### Material for the task
+ + + +

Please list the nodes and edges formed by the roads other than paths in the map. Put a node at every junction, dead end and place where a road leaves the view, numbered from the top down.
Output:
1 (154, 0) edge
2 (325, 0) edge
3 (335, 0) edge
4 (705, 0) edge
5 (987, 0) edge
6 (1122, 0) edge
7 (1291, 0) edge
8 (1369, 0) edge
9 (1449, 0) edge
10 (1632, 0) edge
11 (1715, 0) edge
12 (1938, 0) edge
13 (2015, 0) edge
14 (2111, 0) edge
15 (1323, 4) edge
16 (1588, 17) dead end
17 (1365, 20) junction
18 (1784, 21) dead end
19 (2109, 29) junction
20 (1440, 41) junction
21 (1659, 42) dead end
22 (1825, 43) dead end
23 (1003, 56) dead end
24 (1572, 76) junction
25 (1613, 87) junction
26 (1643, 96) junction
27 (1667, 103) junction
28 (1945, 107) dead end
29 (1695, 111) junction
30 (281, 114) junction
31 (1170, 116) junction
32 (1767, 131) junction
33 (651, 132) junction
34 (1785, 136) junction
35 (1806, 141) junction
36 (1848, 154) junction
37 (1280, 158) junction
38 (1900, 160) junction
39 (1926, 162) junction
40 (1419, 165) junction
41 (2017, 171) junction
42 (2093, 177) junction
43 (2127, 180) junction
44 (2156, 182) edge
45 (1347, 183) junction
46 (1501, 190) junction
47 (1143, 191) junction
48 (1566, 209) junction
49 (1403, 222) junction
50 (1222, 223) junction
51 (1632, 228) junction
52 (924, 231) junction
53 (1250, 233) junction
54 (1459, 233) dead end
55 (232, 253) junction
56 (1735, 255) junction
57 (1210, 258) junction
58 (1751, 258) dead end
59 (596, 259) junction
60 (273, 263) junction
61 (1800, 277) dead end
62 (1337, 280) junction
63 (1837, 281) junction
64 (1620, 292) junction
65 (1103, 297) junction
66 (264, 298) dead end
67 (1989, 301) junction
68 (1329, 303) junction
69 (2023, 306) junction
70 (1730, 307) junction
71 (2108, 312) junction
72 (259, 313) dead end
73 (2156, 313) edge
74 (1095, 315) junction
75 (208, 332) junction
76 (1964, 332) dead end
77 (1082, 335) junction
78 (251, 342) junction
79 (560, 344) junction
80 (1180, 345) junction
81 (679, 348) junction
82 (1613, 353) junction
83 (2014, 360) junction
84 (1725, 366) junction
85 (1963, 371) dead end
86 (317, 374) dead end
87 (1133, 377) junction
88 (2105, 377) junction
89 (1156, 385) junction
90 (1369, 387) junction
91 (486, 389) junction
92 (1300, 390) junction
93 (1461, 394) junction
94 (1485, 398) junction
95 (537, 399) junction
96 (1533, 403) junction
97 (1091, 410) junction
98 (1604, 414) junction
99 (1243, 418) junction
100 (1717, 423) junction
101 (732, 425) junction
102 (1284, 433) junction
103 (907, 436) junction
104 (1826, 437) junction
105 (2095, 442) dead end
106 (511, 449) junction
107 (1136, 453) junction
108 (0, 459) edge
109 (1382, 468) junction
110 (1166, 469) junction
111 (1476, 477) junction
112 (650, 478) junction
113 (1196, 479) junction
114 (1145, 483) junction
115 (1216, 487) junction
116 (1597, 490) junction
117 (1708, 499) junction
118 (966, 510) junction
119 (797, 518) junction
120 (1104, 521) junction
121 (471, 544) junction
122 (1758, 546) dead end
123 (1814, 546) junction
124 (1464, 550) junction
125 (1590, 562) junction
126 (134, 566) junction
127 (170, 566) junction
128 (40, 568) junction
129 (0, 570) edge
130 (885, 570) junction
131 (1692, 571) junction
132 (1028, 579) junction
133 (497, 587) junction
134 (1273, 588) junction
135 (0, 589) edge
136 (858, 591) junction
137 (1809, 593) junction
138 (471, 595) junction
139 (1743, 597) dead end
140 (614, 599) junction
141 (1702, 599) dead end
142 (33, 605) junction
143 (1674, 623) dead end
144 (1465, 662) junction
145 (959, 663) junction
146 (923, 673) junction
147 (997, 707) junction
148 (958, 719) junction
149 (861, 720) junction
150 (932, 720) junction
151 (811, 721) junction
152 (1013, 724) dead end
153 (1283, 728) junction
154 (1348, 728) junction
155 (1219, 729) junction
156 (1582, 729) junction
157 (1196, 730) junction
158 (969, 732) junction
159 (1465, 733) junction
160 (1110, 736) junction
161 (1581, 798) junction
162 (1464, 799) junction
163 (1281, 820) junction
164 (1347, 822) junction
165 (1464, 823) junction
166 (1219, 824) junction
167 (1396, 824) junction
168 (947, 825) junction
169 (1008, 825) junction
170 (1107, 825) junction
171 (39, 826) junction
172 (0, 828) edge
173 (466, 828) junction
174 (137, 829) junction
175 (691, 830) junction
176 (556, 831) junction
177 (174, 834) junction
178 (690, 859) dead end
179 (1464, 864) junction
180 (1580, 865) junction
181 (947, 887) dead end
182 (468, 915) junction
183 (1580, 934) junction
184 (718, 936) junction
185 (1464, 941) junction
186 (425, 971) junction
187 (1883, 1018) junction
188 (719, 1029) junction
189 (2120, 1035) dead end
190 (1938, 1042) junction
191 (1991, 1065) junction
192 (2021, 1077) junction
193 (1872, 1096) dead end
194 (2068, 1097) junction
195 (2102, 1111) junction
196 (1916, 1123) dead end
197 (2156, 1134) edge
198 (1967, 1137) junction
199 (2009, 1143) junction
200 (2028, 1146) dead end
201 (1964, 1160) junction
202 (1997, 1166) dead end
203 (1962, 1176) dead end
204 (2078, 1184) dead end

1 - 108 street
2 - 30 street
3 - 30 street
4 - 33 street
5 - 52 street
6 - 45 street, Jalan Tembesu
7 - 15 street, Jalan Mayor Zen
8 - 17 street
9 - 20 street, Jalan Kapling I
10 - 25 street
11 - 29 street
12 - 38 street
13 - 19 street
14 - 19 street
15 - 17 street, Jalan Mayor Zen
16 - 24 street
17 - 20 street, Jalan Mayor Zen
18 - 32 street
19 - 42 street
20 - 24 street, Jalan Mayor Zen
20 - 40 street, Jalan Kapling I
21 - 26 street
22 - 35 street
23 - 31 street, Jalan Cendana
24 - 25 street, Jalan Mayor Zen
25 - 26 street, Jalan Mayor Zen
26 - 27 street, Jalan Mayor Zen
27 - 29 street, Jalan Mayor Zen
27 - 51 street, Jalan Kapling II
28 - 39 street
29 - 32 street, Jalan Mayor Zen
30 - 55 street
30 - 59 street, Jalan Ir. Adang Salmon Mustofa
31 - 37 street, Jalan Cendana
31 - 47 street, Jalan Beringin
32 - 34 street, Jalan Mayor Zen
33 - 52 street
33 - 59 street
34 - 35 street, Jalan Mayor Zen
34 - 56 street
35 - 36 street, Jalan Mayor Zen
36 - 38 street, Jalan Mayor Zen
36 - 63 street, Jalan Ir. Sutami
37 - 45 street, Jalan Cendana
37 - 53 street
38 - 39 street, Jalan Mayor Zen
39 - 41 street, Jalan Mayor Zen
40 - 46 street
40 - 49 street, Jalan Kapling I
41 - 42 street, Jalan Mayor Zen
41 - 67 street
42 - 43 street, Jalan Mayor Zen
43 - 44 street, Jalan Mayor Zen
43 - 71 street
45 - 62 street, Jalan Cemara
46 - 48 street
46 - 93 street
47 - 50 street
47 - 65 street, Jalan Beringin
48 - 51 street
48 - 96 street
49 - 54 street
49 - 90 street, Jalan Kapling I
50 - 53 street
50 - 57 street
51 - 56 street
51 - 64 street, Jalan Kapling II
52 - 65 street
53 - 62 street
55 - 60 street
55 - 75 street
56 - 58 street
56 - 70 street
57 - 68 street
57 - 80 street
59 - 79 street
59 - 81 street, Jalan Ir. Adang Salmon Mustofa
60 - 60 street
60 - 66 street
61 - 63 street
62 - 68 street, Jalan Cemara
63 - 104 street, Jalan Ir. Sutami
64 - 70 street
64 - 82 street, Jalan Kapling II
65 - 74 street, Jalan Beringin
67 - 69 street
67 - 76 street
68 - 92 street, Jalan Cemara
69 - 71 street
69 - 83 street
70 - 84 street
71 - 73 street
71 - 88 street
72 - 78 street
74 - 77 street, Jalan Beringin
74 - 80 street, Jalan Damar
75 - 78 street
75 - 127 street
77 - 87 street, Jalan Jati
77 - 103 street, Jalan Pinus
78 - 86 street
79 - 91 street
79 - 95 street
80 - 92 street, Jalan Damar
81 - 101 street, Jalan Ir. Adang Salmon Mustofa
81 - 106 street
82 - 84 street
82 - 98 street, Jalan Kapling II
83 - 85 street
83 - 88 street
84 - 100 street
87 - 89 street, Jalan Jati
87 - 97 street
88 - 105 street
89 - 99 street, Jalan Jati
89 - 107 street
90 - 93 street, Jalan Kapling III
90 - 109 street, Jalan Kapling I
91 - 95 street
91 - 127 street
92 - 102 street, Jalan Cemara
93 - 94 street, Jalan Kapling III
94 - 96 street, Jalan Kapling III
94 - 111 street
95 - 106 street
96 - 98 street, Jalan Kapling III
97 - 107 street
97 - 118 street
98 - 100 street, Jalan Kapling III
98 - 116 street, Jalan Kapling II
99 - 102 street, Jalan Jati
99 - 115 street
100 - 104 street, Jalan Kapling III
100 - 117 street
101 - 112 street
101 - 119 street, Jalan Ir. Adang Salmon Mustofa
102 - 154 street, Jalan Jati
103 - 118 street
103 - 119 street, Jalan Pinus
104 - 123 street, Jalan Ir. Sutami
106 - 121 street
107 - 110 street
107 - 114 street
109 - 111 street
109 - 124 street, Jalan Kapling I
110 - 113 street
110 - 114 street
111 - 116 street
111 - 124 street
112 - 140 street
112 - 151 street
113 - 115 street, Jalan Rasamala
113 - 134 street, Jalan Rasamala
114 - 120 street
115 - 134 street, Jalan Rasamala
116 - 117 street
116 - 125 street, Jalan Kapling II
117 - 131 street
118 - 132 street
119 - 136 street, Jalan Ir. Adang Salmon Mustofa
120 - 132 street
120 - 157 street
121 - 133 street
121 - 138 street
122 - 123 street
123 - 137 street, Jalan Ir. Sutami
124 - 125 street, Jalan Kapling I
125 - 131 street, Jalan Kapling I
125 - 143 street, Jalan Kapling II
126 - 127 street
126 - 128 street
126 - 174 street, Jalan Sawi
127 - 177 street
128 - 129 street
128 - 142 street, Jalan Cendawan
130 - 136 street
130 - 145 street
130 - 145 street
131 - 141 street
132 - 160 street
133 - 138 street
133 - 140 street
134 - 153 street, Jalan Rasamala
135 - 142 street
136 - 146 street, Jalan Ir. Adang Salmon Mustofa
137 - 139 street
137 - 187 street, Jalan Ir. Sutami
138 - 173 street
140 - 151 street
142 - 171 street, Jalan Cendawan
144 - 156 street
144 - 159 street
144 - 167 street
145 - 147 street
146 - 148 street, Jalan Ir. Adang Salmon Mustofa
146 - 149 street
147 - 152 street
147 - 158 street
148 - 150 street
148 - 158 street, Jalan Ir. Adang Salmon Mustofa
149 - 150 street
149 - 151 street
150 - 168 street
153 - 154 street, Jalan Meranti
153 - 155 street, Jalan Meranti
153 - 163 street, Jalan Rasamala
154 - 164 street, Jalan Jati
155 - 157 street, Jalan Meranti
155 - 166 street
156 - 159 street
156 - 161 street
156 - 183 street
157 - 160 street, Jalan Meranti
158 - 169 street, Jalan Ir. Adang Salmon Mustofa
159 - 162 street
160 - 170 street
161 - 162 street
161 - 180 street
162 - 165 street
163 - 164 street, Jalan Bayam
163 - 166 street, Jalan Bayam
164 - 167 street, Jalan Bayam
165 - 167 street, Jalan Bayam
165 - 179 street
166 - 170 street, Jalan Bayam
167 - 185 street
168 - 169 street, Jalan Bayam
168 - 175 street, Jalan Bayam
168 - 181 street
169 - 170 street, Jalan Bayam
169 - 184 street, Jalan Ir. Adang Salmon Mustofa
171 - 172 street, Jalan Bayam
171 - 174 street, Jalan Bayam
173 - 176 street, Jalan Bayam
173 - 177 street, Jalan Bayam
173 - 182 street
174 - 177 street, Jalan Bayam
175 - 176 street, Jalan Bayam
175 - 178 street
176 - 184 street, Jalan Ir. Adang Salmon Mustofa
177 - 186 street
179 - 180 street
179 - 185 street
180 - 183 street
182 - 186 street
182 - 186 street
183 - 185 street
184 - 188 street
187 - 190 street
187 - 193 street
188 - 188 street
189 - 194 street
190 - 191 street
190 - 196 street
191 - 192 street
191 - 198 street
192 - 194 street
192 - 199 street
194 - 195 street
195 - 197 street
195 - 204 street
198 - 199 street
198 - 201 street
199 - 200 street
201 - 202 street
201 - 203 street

+ + + +

### The problem
Pull out all lines containing the word "Cemara" from the entries above.

### Result for this exercise
45 - 62 street, Jalan Cemara
62 - 68 street, Jalan Cemara
68 - 92 street, Jalan Cemara
92 - 102 street, Jalan Cemara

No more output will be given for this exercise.